JAZZERCISE Step, kick, kick, knee, kick, touch. Again . . . The dancers in Judi Sheppard Missett's Jazzercise classes may never make it to A Chorus Line, but they've helped turn her talent into a $12 million business. Way back in 1969, Missett, who has a degree in theater and dance from Northwestern, noticed that the women in her jazz classes weren't getting what they really wanted -- an enjoyable way to keep fit. ''The only options were boring calisthenics or classes meant to train professional dancers,'' says Missett. She began offering a combination of jazz and aerobics. After five exhausting years trying to teach every class herself, Missett started training other instructors and franchising her operation. Now Jazzercise is swinging all over the U.S. and in 34 foreign countries. In February, People Co. Ltd., the largest operator of health clubs in Japan, signed a deal to offer Jazzercise classes to members. One-third of the privately held company's sales come from videocassettes and dancewear catalogues.

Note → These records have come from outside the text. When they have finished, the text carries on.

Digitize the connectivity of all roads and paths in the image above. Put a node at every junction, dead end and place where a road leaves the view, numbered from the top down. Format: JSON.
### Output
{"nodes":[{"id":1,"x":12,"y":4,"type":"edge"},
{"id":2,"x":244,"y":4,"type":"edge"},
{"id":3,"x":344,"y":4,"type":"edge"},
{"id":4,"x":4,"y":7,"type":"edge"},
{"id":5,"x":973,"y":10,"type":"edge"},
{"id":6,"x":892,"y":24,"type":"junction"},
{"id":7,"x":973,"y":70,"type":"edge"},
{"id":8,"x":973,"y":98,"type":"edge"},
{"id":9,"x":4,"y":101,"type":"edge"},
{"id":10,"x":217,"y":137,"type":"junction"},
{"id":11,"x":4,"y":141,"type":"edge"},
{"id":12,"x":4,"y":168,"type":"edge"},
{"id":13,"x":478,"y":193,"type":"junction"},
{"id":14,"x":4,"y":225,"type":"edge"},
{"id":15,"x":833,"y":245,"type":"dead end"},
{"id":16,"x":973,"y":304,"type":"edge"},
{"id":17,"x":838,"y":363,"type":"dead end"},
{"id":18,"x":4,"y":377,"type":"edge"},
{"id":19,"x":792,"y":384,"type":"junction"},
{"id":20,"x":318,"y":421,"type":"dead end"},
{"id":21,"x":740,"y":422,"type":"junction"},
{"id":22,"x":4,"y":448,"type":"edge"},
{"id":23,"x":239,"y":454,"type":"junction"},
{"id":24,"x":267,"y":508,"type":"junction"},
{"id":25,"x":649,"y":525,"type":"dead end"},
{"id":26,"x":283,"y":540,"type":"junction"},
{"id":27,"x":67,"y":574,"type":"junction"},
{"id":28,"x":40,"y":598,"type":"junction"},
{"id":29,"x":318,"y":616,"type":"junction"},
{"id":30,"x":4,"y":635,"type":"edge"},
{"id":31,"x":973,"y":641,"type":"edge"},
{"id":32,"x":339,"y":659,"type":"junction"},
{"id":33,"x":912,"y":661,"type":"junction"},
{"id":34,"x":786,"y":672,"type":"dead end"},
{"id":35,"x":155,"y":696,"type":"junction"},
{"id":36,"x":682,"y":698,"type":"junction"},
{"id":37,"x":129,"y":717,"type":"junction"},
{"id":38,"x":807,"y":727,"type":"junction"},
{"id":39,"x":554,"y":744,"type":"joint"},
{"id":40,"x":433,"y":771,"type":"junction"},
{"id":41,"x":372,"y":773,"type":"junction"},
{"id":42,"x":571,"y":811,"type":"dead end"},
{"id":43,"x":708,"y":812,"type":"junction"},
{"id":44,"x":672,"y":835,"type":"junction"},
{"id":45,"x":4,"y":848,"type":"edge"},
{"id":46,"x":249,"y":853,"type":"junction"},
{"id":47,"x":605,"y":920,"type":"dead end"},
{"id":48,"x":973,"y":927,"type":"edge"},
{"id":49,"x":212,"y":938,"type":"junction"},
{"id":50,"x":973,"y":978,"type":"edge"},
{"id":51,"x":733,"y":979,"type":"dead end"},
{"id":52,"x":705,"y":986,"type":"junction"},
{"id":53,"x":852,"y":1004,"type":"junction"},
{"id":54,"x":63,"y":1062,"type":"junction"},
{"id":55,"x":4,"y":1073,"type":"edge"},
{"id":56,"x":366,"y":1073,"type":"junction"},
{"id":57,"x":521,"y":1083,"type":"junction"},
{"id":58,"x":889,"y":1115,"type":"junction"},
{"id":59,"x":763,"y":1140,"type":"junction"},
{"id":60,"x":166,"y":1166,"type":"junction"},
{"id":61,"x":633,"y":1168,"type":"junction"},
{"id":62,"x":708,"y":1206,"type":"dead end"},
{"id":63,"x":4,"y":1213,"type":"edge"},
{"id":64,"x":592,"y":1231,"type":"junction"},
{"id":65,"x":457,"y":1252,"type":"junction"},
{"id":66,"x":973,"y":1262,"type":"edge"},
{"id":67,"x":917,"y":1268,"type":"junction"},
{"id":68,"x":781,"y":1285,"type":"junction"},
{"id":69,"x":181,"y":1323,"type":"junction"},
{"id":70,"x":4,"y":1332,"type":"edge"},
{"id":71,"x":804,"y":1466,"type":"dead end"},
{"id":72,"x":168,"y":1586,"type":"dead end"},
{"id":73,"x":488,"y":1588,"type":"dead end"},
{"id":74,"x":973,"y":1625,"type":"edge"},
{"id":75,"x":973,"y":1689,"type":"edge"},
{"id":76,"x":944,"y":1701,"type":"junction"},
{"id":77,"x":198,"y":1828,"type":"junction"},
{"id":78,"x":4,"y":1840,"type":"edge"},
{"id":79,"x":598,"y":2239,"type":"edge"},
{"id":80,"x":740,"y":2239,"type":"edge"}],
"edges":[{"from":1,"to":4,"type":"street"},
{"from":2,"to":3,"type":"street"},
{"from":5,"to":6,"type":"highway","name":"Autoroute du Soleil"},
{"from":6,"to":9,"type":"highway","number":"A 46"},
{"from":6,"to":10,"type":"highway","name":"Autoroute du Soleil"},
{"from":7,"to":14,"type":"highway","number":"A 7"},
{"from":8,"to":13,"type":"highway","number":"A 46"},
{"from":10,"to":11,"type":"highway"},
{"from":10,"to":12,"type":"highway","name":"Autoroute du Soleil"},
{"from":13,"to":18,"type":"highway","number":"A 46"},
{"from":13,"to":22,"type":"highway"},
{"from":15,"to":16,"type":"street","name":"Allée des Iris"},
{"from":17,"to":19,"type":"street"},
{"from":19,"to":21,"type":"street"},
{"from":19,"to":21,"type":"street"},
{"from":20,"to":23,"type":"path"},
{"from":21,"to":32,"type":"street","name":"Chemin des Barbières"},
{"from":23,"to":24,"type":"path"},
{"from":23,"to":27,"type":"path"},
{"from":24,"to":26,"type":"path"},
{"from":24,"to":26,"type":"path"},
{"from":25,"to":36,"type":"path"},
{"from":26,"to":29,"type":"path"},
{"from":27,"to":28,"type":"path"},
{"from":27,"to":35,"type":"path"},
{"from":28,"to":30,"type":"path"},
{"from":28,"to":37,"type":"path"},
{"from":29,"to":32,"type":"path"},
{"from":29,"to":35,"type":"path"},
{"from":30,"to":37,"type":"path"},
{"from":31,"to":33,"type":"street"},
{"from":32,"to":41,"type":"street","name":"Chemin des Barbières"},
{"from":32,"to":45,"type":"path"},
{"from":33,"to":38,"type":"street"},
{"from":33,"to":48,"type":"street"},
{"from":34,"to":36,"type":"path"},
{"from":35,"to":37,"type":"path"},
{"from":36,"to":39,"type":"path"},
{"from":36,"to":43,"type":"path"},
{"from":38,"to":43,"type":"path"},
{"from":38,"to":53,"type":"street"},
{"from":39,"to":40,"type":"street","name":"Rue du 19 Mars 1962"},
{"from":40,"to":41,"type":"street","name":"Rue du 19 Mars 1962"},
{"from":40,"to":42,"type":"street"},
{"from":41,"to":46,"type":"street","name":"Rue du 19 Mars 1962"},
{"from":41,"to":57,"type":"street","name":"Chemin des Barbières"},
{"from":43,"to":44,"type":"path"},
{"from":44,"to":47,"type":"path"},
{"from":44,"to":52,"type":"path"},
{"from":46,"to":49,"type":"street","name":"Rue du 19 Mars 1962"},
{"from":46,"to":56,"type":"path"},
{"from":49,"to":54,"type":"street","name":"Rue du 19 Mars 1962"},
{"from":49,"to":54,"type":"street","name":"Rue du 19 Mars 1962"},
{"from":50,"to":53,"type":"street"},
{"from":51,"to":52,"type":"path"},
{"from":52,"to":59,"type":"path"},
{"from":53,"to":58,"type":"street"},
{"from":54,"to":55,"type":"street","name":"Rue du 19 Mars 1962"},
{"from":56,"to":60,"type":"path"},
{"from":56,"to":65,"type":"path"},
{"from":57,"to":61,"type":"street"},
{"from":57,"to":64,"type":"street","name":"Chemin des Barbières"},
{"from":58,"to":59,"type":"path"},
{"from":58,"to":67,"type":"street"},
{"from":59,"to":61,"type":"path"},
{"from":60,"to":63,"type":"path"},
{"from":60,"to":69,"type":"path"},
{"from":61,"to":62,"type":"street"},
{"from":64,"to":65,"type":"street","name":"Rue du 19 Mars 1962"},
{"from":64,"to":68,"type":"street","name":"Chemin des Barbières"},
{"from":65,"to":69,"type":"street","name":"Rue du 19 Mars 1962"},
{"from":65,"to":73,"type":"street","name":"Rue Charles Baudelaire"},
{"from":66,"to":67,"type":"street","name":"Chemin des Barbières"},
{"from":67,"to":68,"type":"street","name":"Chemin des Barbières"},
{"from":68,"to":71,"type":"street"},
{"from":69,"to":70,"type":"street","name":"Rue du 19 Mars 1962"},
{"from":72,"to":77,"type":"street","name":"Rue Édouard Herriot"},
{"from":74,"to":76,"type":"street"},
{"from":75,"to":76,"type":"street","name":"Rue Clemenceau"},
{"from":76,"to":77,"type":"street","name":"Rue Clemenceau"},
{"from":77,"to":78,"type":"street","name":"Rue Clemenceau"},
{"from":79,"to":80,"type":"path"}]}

UNI-MARTS INC. This convenience store operator ventures far off the beaten track for business. Its 335 outlets are in rural areas of Delaware, New Jersey, New York, and Pennsylvania. Because Uni-Marts offer everything from dry goods to gasoline to videocassettes to pizza, they often become ''town stores,'' social centers for the community. Uni-Marts' small-town strategy gives it growth potential higher than the convenience store norms. Says analyst Christopher Vroom of Baltimore broker Alex. Brown & Sons: ''The market they're in is very undersaturated.'' About 140 small convenience chains are trying to make it big in Uni-Marts' boondocks, and Vroom thinks the company can acquire many of them. Half the retailer's growth already comes from acquired stores, half from new ones. Over the past three years, sales have grown 16% annually to $137 million in 1988, and profits have increased 64% a year to almost $3 million. The stock recently traded over the counter at $7 a share, 11 times this year's anticipated earnings.